■ WHAT THIS TASK INVOLVES
An exact transcription of every entry is required. Images are not part of it.

■ DATA FOR ANALYSIS
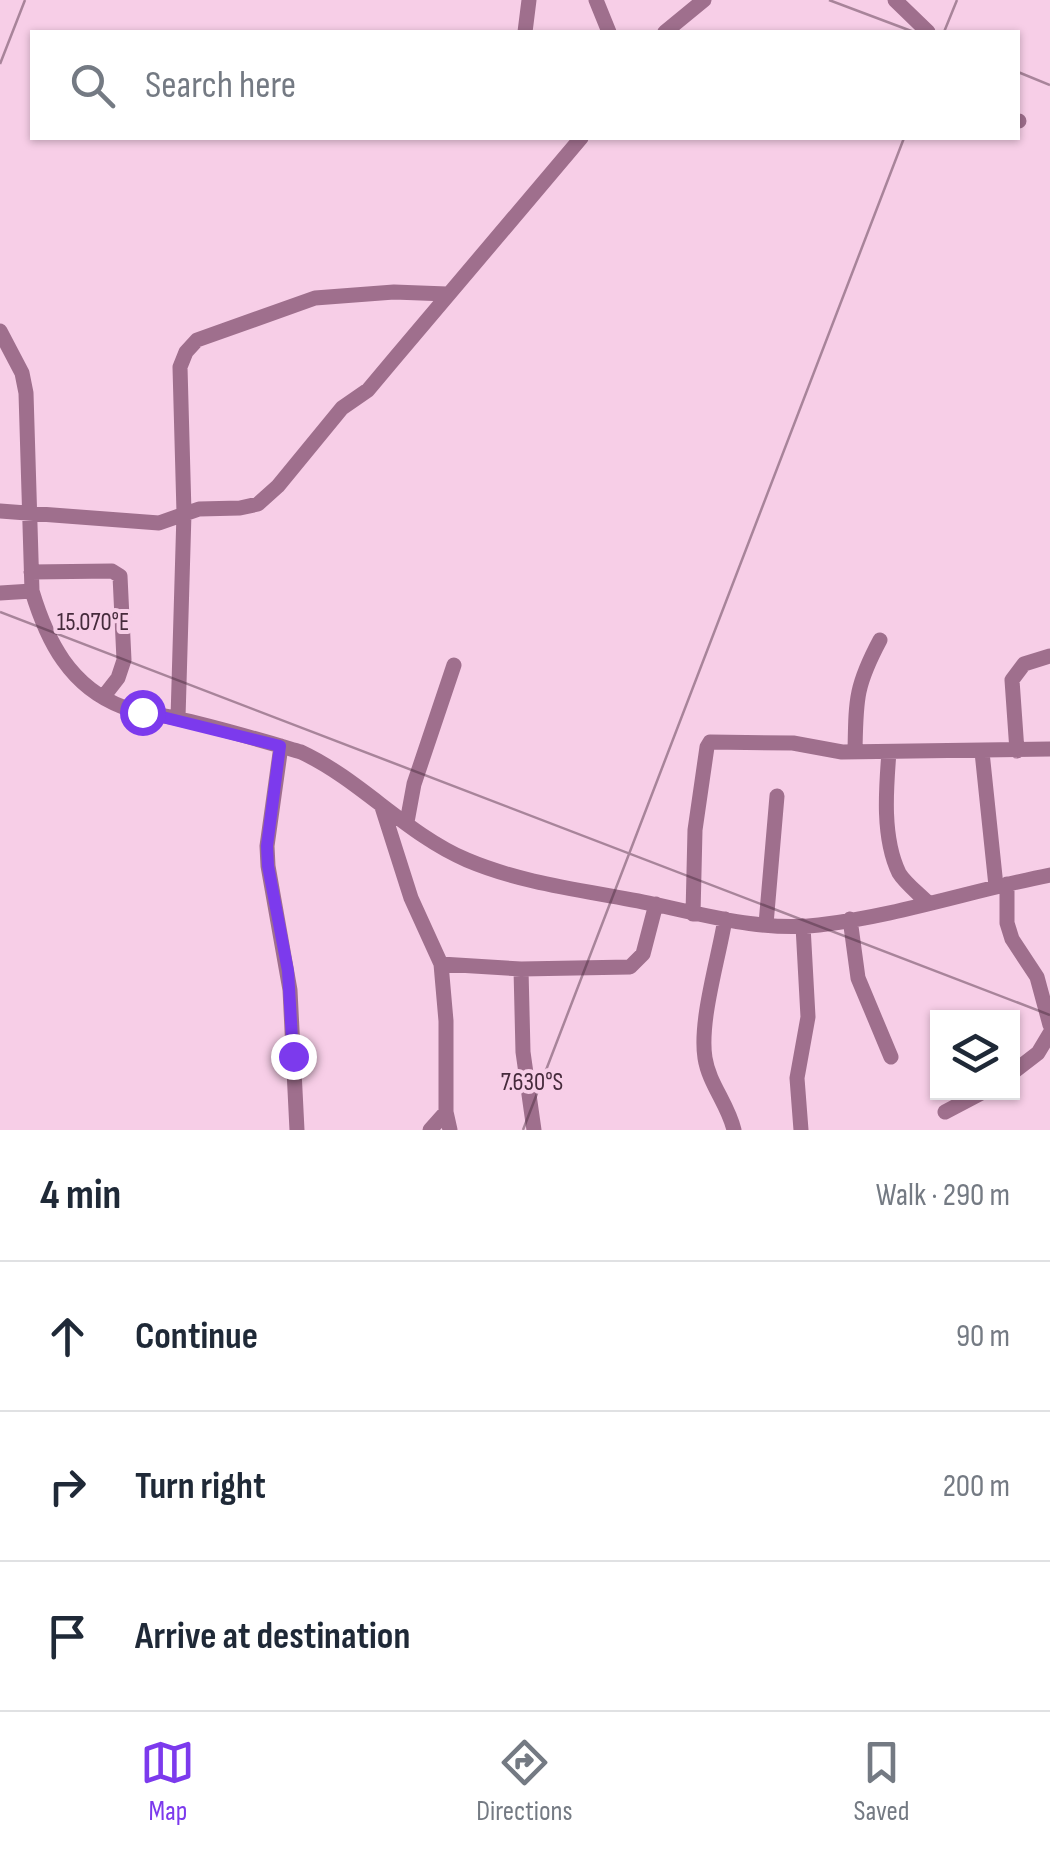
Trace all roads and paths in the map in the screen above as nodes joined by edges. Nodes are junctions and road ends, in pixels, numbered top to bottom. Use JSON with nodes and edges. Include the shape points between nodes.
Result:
{"nodes":[{"id":1,"x":529,"y":0,"type":"edge"},
{"id":2,"x":596,"y":0,"type":"edge"},
{"id":3,"x":704,"y":0,"type":"edge"},
{"id":4,"x":895,"y":0,"type":"edge"},
{"id":5,"x":525,"y":30,"type":"edge"},
{"id":6,"x":608,"y":30,"type":"edge"},
{"id":7,"x":667,"y":30,"type":"edge"},
{"id":8,"x":926,"y":30,"type":"edge"},
{"id":9,"x":579,"y":140,"type":"edge"},
{"id":10,"x":447,"y":294,"type":"junction"},
{"id":11,"x":0,"y":330,"type":"edge"},
{"id":12,"x":0,"y":511,"type":"edge"},
{"id":13,"x":31,"y":511,"type":"junction"},
{"id":14,"x":184,"y":513,"type":"junction"},
{"id":15,"x":32,"y":572,"type":"junction"},
{"id":16,"x":32,"y":591,"type":"junction"},
{"id":17,"x":0,"y":593,"type":"edge"},
{"id":18,"x":880,"y":640,"type":"dead end"},
{"id":19,"x":1050,"y":656,"type":"edge"},
{"id":20,"x":454,"y":665,"type":"dead end"},
{"id":21,"x":104,"y":696,"type":"junction"},
{"id":22,"x":178,"y":718,"type":"junction"},
{"id":23,"x":280,"y":746,"type":"junction"},
{"id":24,"x":1050,"y":749,"type":"edge"},
{"id":25,"x":1017,"y":751,"type":"junction"},
{"id":26,"x":856,"y":752,"type":"junction"},
{"id":27,"x":889,"y":752,"type":"junction"},
{"id":28,"x":982,"y":752,"type":"junction"},
{"id":29,"x":777,"y":796,"type":"dead end"},
{"id":30,"x":382,"y":807,"type":"junction"},
{"id":31,"x":407,"y":822,"type":"junction"},
{"id":32,"x":1050,"y":875,"type":"edge"},
{"id":33,"x":1001,"y":885,"type":"junction"},
{"id":34,"x":927,"y":902,"type":"junction"},
{"id":35,"x":656,"y":904,"type":"junction"},
{"id":36,"x":693,"y":914,"type":"junction"},
{"id":37,"x":725,"y":919,"type":"junction"},
{"id":38,"x":850,"y":919,"type":"junction"},
{"id":39,"x":766,"y":924,"type":"junction"},
{"id":40,"x":803,"y":926,"type":"junction"},
{"id":41,"x":441,"y":964,"type":"junction"},
{"id":42,"x":521,"y":969,"type":"junction"},
{"id":43,"x":1050,"y":1025,"type":"edge"},
{"id":44,"x":1050,"y":1033,"type":"edge"},
{"id":45,"x":891,"y":1057,"type":"dead end"},
{"id":46,"x":1020,"y":1067,"type":"edge"},
{"id":47,"x":968,"y":1100,"type":"edge"},
{"id":48,"x":446,"y":1112,"type":"junction"},
{"id":49,"x":945,"y":1112,"type":"dead end"},
{"id":50,"x":297,"y":1130,"type":"edge"},
{"id":51,"x":430,"y":1130,"type":"edge"},
{"id":52,"x":450,"y":1130,"type":"edge"},
{"id":53,"x":534,"y":1130,"type":"edge"},
{"id":54,"x":734,"y":1130,"type":"edge"},
{"id":55,"x":802,"y":1130,"type":"edge"}],
"edges":[{"from":1,"to":5,"type":"street"},
{"from":2,"to":6,"type":"street"},
{"from":3,"to":7,"type":"street"},
{"from":4,"to":8,"type":"street"},
{"from":9,"to":10,"type":"street"},
{"from":10,"to":14,"type":"street","via":[[267,498],[240,508]]},
{"from":10,"to":14,"type":"street","via":[[315,298],[197,340],[180,368]]},
{"from":11,"to":13,"type":"street","via":[[26,393]]},
{"from":12,"to":13,"type":"street"},
{"from":13,"to":14,"type":"street","via":[[159,523]]},
{"from":13,"to":15,"type":"street"},
{"from":14,"to":22,"type":"street"},
{"from":15,"to":16,"type":"street"},
{"from":15,"to":21,"type":"street","via":[[120,576],[124,660]]},
{"from":16,"to":17,"type":"street"},
{"from":16,"to":21,"type":"street","via":[[65,665]]},
{"from":18,"to":26,"type":"street","via":[[856,695]]},
{"from":19,"to":25,"type":"street","via":[[1030,660],[1014,674]]},
{"from":20,"to":31,"type":"street"},
{"from":21,"to":22,"type":"street","via":[[122,707]]},
{"from":22,"to":23,"type":"street"},
{"from":23,"to":30,"type":"street","via":[[325,764]]},
{"from":23,"to":50,"type":"street","via":[[267,846],[290,990]]},
{"from":24,"to":25,"type":"street"},
{"from":25,"to":28,"type":"street"},
{"from":26,"to":27,"type":"street"},
{"from":26,"to":36,"type":"street","via":[[710,742],[696,830]]},
{"from":27,"to":28,"type":"street"},
{"from":27,"to":34,"type":"street","via":[[892,843],[900,874]]},
{"from":28,"to":33,"type":"street"},
{"from":29,"to":39,"type":"street"},
{"from":30,"to":31,"type":"street"},
{"from":30,"to":41,"type":"street","via":[[410,898]]},
{"from":31,"to":35,"type":"street","via":[[466,860],[496,870]]},
{"from":32,"to":33,"type":"street"},
{"from":33,"to":34,"type":"street"},
{"from":33,"to":43,"type":"street","via":[[1012,938],[1037,977]]},
{"from":34,"to":38,"type":"street"},
{"from":35,"to":36,"type":"street"},
{"from":35,"to":42,"type":"street","via":[[644,954],[630,967]]},
{"from":36,"to":37,"type":"street"},
{"from":37,"to":39,"type":"street"},
{"from":37,"to":54,"type":"street","via":[[705,1057]]},
{"from":38,"to":40,"type":"street"},
{"from":38,"to":45,"type":"street","via":[[858,978]]},
{"from":39,"to":40,"type":"street"},
{"from":40,"to":55,"type":"street","via":[[808,1018],[798,1078]]},
{"from":41,"to":42,"type":"street"},
{"from":41,"to":48,"type":"street"},
{"from":42,"to":53,"type":"street"},
{"from":44,"to":46,"type":"street"},
{"from":47,"to":49,"type":"street"},
{"from":48,"to":51,"type":"street"},
{"from":48,"to":52,"type":"street"}]}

■ TASK RESPONSE
Trace all roads and paths in the map in the screen above as nodes joined by edges. Nodes are junctions and road ends, in pixels, numbered top to bottom. Use JSON with nodes and edges. Include the shape points between nodes.
Result:
{"nodes":[{"id":1,"x":529,"y":0,"type":"edge"},
{"id":2,"x":596,"y":0,"type":"edge"},
{"id":3,"x":704,"y":0,"type":"edge"},
{"id":4,"x":895,"y":0,"type":"edge"},
{"id":5,"x":525,"y":30,"type":"edge"},
{"id":6,"x":608,"y":30,"type":"edge"},
{"id":7,"x":667,"y":30,"type":"edge"},
{"id":8,"x":926,"y":30,"type":"edge"},
{"id":9,"x":579,"y":140,"type":"edge"},
{"id":10,"x":447,"y":294,"type":"junction"},
{"id":11,"x":0,"y":330,"type":"edge"},
{"id":12,"x":0,"y":511,"type":"edge"},
{"id":13,"x":31,"y":511,"type":"junction"},
{"id":14,"x":184,"y":513,"type":"junction"},
{"id":15,"x":32,"y":572,"type":"junction"},
{"id":16,"x":32,"y":591,"type":"junction"},
{"id":17,"x":0,"y":593,"type":"edge"},
{"id":18,"x":880,"y":640,"type":"dead end"},
{"id":19,"x":1050,"y":656,"type":"edge"},
{"id":20,"x":454,"y":665,"type":"dead end"},
{"id":21,"x":104,"y":696,"type":"junction"},
{"id":22,"x":178,"y":718,"type":"junction"},
{"id":23,"x":280,"y":746,"type":"junction"},
{"id":24,"x":1050,"y":749,"type":"edge"},
{"id":25,"x":1017,"y":751,"type":"junction"},
{"id":26,"x":856,"y":752,"type":"junction"},
{"id":27,"x":889,"y":752,"type":"junction"},
{"id":28,"x":982,"y":752,"type":"junction"},
{"id":29,"x":777,"y":796,"type":"dead end"},
{"id":30,"x":382,"y":807,"type":"junction"},
{"id":31,"x":407,"y":822,"type":"junction"},
{"id":32,"x":1050,"y":875,"type":"edge"},
{"id":33,"x":1001,"y":885,"type":"junction"},
{"id":34,"x":927,"y":902,"type":"junction"},
{"id":35,"x":656,"y":904,"type":"junction"},
{"id":36,"x":693,"y":914,"type":"junction"},
{"id":37,"x":725,"y":919,"type":"junction"},
{"id":38,"x":850,"y":919,"type":"junction"},
{"id":39,"x":766,"y":924,"type":"junction"},
{"id":40,"x":803,"y":926,"type":"junction"},
{"id":41,"x":441,"y":964,"type":"junction"},
{"id":42,"x":521,"y":969,"type":"junction"},
{"id":43,"x":1050,"y":1025,"type":"edge"},
{"id":44,"x":1050,"y":1033,"type":"edge"},
{"id":45,"x":891,"y":1057,"type":"dead end"},
{"id":46,"x":1020,"y":1067,"type":"edge"},
{"id":47,"x":968,"y":1100,"type":"edge"},
{"id":48,"x":446,"y":1112,"type":"junction"},
{"id":49,"x":945,"y":1112,"type":"dead end"},
{"id":50,"x":297,"y":1130,"type":"edge"},
{"id":51,"x":430,"y":1130,"type":"edge"},
{"id":52,"x":450,"y":1130,"type":"edge"},
{"id":53,"x":534,"y":1130,"type":"edge"},
{"id":54,"x":734,"y":1130,"type":"edge"},
{"id":55,"x":802,"y":1130,"type":"edge"}],
"edges":[{"from":1,"to":5,"type":"street"},
{"from":2,"to":6,"type":"street"},
{"from":3,"to":7,"type":"street"},
{"from":4,"to":8,"type":"street"},
{"from":9,"to":10,"type":"street"},
{"from":10,"to":14,"type":"street","via":[[267,498],[240,508]]},
{"from":10,"to":14,"type":"street","via":[[315,298],[197,340],[180,368]]},
{"from":11,"to":13,"type":"street","via":[[26,393]]},
{"from":12,"to":13,"type":"street"},
{"from":13,"to":14,"type":"street","via":[[159,523]]},
{"from":13,"to":15,"type":"street"},
{"from":14,"to":22,"type":"street"},
{"from":15,"to":16,"type":"street"},
{"from":15,"to":21,"type":"street","via":[[120,576],[124,660]]},
{"from":16,"to":17,"type":"street"},
{"from":16,"to":21,"type":"street","via":[[65,665]]},
{"from":18,"to":26,"type":"street","via":[[856,695]]},
{"from":19,"to":25,"type":"street","via":[[1030,660],[1014,674]]},
{"from":20,"to":31,"type":"street"},
{"from":21,"to":22,"type":"street","via":[[122,707]]},
{"from":22,"to":23,"type":"street"},
{"from":23,"to":30,"type":"street","via":[[325,764]]},
{"from":23,"to":50,"type":"street","via":[[267,846],[290,990]]},
{"from":24,"to":25,"type":"street"},
{"from":25,"to":28,"type":"street"},
{"from":26,"to":27,"type":"street"},
{"from":26,"to":36,"type":"street","via":[[710,742],[696,830]]},
{"from":27,"to":28,"type":"street"},
{"from":27,"to":34,"type":"street","via":[[892,843],[900,874]]},
{"from":28,"to":33,"type":"street"},
{"from":29,"to":39,"type":"street"},
{"from":30,"to":31,"type":"street"},
{"from":30,"to":41,"type":"street","via":[[410,898]]},
{"from":31,"to":35,"type":"street","via":[[466,860],[496,870]]},
{"from":32,"to":33,"type":"street"},
{"from":33,"to":34,"type":"street"},
{"from":33,"to":43,"type":"street","via":[[1012,938],[1037,977]]},
{"from":34,"to":38,"type":"street"},
{"from":35,"to":36,"type":"street"},
{"from":35,"to":42,"type":"street","via":[[644,954],[630,967]]},
{"from":36,"to":37,"type":"street"},
{"from":37,"to":39,"type":"street"},
{"from":37,"to":54,"type":"street","via":[[705,1057]]},
{"from":38,"to":40,"type":"street"},
{"from":38,"to":45,"type":"street","via":[[858,978]]},
{"from":39,"to":40,"type":"street"},
{"from":40,"to":55,"type":"street","via":[[808,1018],[798,1078]]},
{"from":41,"to":42,"type":"street"},
{"from":41,"to":48,"type":"street"},
{"from":42,"to":53,"type":"street"},
{"from":44,"to":46,"type":"street"},
{"from":47,"to":49,"type":"street"},
{"from":48,"to":51,"type":"street"},
{"from":48,"to":52,"type":"street"}]}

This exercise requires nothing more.